Gift†† into trust is a chargeable lifetime transfer (CLT). Periodic and exit charges will also apply to the trustees. Settlement will generally benefit from its own full nil-rate band (NRB) at 10-year point.

Tax is payable at entry at one half of the death rates, 20%. Where the settlor pays tax, the gift is grossed up resulting in a tax rate of 25%. Tax is due on the element of the gift which is above the settlor’s available nil-rate band.

Type of trust – Discretionary

Income tax#

The trustees are liable to any income tax arising. The trust has basic rate band of £1,000 within which tax is payable at 10% or 20%. (£1,000 split between number of trusts (except bare trusts) established by settlor to a minimum of £200.)

Above this band income is taxable at 50% or 42.5% depending on source (tax deducted at source can be offset) from 6 April 2010. Where dividend income is distributed to beneficiaries this will be classed as trust income, not dividend income, and further tax may be due by the beneficiary. Beneficiaries may reclaim any overpaid tax at their own rates.

Capital gains tax (CGT)

Trustees taxable at 28% on disposals and maximum of half the annual exempt amount.

Trusts annual exempt amount is split between number of trusts (excluding bare trusts) established by settlor to minimum of £1,010 per trust for 2010/11.

Inheritance tax (IHT)**

Gift†† into trust is a CLT. Periodic and exit charges will also apply to the trustee. Settlement will generally benefit from its own full NRB at 10-year point.

Tax is payable at entry at one half of the death rates, 20%. Where the settlor pays tax, the gift is grossed up resulting in a tax rate of 25%. Tax is due on the element of the gift which is above the settlor’s available nil-rate band.

Summary

The CGT changes mean the rate of taxation of 28% applies to all trusts except Bare Trusts. The rate applicable to a bare trust will be based on the beneficiaries taxable income.

Income tax will depend on the nature of the income received by a trust. Where dividend income is distributed from a discretionary trust, the impact of the income being treated as trust income means that, for a higher rate taxpayer, the effective rate of tax is 46% and 55% for an additional rate taxpayer (2010/11). (This is because the beneficiary is unable to receive any credit for the notional tax credit issued with the dividend.) Where income is being received by trustees and rolled up for future capital distribution, trustees could consider non income-producing assets to reduce or mitigate any ongoing income tax charges.

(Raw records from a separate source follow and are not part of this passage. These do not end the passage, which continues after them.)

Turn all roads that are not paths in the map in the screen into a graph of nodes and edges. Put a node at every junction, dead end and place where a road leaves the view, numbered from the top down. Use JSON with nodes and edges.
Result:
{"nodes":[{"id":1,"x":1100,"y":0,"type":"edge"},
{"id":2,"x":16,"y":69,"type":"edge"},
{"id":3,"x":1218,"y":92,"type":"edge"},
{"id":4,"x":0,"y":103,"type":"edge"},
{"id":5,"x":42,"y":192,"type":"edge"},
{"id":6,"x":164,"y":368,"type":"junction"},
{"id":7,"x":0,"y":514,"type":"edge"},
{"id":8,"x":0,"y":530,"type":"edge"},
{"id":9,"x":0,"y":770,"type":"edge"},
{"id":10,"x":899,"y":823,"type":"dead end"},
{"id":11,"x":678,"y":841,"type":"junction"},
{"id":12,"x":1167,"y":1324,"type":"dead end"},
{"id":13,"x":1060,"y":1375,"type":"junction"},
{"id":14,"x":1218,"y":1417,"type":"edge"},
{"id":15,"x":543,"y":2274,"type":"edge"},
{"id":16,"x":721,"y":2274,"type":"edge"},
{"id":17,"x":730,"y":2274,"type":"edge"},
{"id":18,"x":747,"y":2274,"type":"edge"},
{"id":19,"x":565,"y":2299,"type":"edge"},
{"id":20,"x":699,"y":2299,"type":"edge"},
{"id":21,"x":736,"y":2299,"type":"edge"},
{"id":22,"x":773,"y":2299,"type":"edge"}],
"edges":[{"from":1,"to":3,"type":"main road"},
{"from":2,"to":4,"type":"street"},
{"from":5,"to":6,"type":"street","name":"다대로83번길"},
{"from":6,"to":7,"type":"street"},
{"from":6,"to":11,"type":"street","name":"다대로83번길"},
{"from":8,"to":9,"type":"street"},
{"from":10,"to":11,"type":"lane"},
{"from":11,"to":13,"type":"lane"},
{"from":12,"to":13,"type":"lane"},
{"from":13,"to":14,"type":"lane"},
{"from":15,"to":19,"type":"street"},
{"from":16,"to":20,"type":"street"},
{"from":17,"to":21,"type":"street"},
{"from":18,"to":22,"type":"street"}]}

For further details on the taxation of dividends please read 'Dividend taxation for trustees and beneficiaries of a discretionary trust’.

* HM Revenue & Customs have issued guidance that, where a chargeable event occurs under a life policy held in a bare trust for a minor beneficiary, the minor beneficiary will now be assessed for any income tax due and not the settlor (if alive) of the trust as previously understood. However, where either or both parents of the child are the settlors of the trust, the parental settlement rules will remain.
** To the extent that they are not otherwise exempt.
† And not in a Civil Partnership (as defined by the Civil Partnership Act 2004).
†† Unless exempt.
# Realised gains from life policies are taxed as income. They have special rules. Principally, where the settlor is alive, any chargeable event will be assessed on the settlor except under a bare trust where the beneficiary will be assessed, unless the trust is a parental settlement. There is no reclaim facility for the settlor or beneficiaries for any life fund taxation suffered.

This article is based on Skandia’s interpretation of the law and HM Revenue & Customs practice as at August 2010. We believe this interpretation is correct, but cannot guarantee it. Tax relief and the tax treatment of investment funds may change.

Skandia accepts no responsibility for any action taken or refrained from being taken due to this or any related document.